La raison principale est l'accroissement des transferts de TICPE à l'Agence de financement des infrastructures de transport de France (AFITF), qui passent de 1,2 à 1,9 milliard d'euros afin d'accompagner l'augmentation des dépenses opérationnelles, notamment dans le cadre de la mise en oeuvre de la loi d'orientation des mobilités du 24 décembre 2019 et du financement de projets tels que la liaison ferroviaire Lyon-Turin et le canal Seine-Nord.
Évolution de la répartition de la TICPE
entre les affectataires
(en milliards d'euros)
Le montant affecté à Île-de-France Mobilités, de l'ordre de 0,1 milliard d'euros, n'est pas représenté.

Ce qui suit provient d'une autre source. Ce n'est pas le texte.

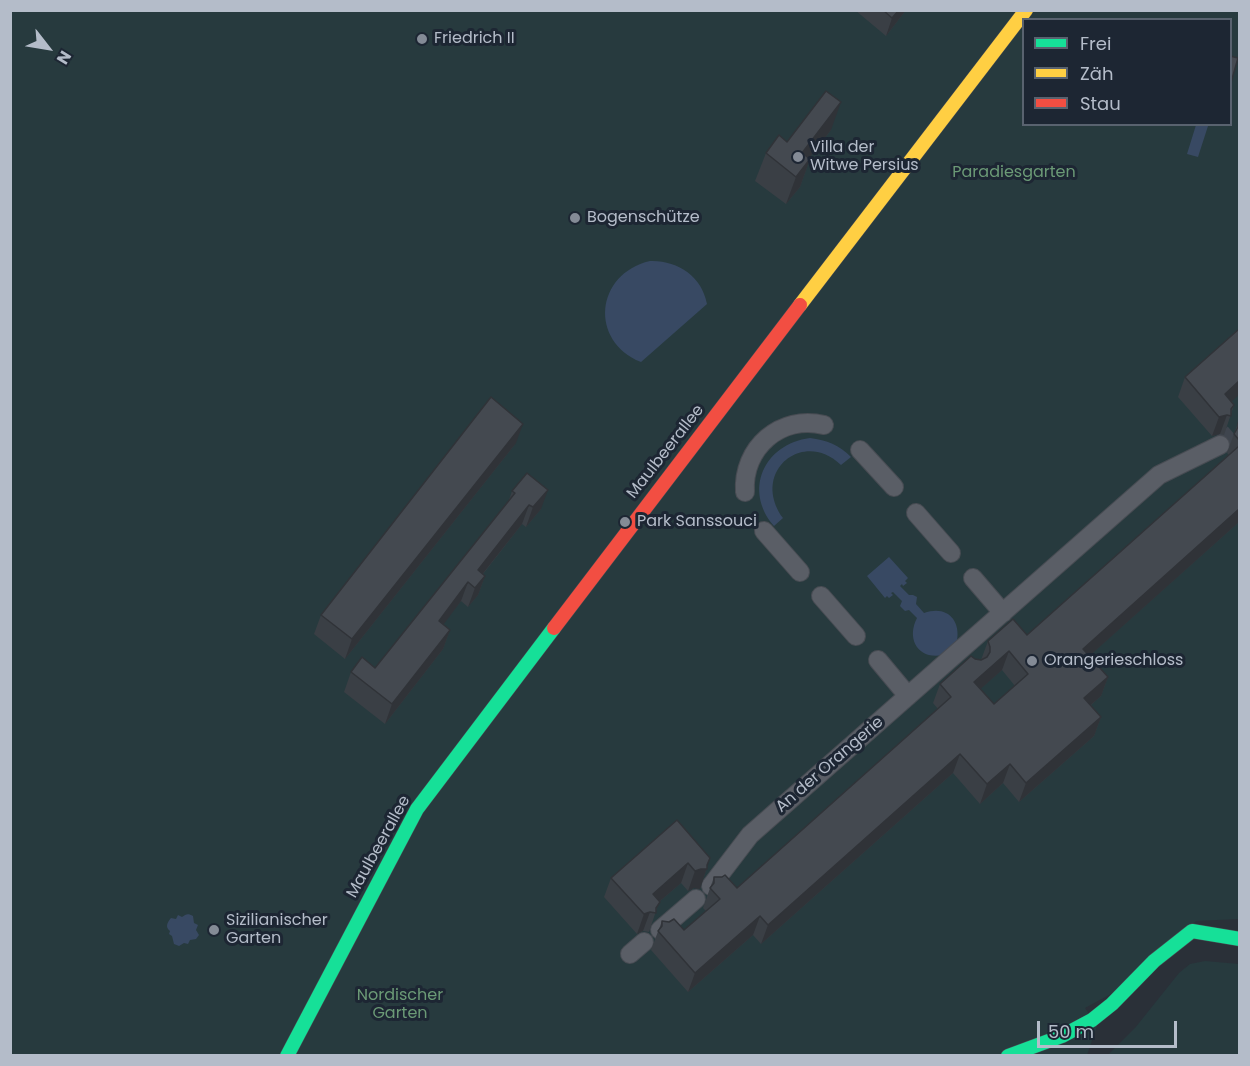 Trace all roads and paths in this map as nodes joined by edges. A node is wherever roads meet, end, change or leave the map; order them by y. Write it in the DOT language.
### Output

R&D et autres : remboursements et dégrèvements, y compris certains impacts de gestion
Source : commission des finances, à partir du tome 1 de l'annexe « Voies et moyens »
5. Les autres recettes fiscales nettes sont affectées par des évolutions de moindre ampleur
Le produit prévisionnel de l'impôt net sur le revenu est de 86,9 milliards d'euros en 2023, quasiment stable par rapport à l'estimation pour 2022 (86,8 milliards d'euros).
Évolution du produit de l'impôt net sur le revenu en 2023
(en milliards d'euros)
Source : commission des finances, à partir du tome I de l'annexe « Voies et moyens » au projet de loi de finances
Cette évolution résulte en fait de la compensation de plusieurs effets . La croissance prévisionnelle des traitements et des salaires contribue au dynamisme du prélèvement à la source, compensé par des effets à la baisse, dont la revalorisation du barème à l'article 2 du projet de loi de finances initiale.
Les autres recettes fiscales nettes sont prévues à un niveau de 58,0 milliards d'euros en 2023, en hausse de 8,7 milliards d'euros par rapport à 2022, principalement en raison de la rebudgétisation de la CVAE évoquée supra .
* 22 Ce montant est net des remboursements et dégrèvements et s'avère particulièrement élevé puisqu'il atteint 1,7 milliard d'euros en 2022 car, le bouclier tarifaire ayant été mis en cours d'année, de nombreux particuliers payant selon un échéancier pré-établi doivent être remboursés des sommes avancées.
* 23 Commission de régulation de l'énergie, Délibération du 13 juillet 2022 relative à l'évaluation des charges de service public de l'énergie pour 2023.
* 24 Dont 774 millions d'euros au titre de la compensation de la baisse de cotisations des travailleurs indépendants prévue par la loi n° 2022-1158 du 16 août 2022 portant mesures d'urgence pour la protection du pouvoir d'achat et 265 millions d'euros pour prendre en charge un dispositif d'allégements généraux bénéficiant aux employeurs, auparavant pris en charge par la mission « Outre-mer ».